### ENTRIES SUPPLIED ###
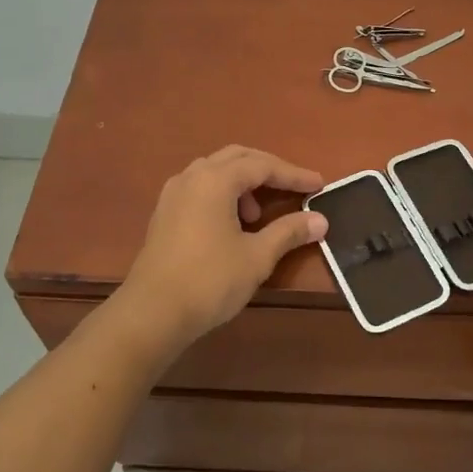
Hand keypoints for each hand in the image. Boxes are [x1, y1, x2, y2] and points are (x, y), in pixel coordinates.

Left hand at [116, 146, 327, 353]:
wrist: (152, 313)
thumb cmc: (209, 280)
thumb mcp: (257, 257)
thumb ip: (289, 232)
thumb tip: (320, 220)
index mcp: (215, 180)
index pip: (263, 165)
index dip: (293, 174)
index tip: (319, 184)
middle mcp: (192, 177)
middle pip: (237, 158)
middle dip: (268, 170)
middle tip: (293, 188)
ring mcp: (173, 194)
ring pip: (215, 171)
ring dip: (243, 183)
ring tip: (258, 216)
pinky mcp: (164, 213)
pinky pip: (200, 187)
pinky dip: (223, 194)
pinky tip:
###
■ **EXERCISE DIRECTIONS**:
Exactly the lines from the one with "thumb tip: (320, 220)" through the last line of the listing above must make up your answer.

■ **ANSWER**:
thumb tip: (320, 220)
index mcp: (215, 180)
index pip: (263, 165)
index dip: (293, 174)
index tip: (319, 184)
middle mcp: (192, 177)
middle pip: (237, 158)
middle dip: (268, 170)
middle tip: (293, 188)
ring mcp: (173, 194)
ring pip: (215, 171)
ring dip: (243, 183)
ring tip: (258, 216)
pinky mcp: (164, 213)
pinky pip: (200, 187)
pinky dip: (223, 194)
pinky tip:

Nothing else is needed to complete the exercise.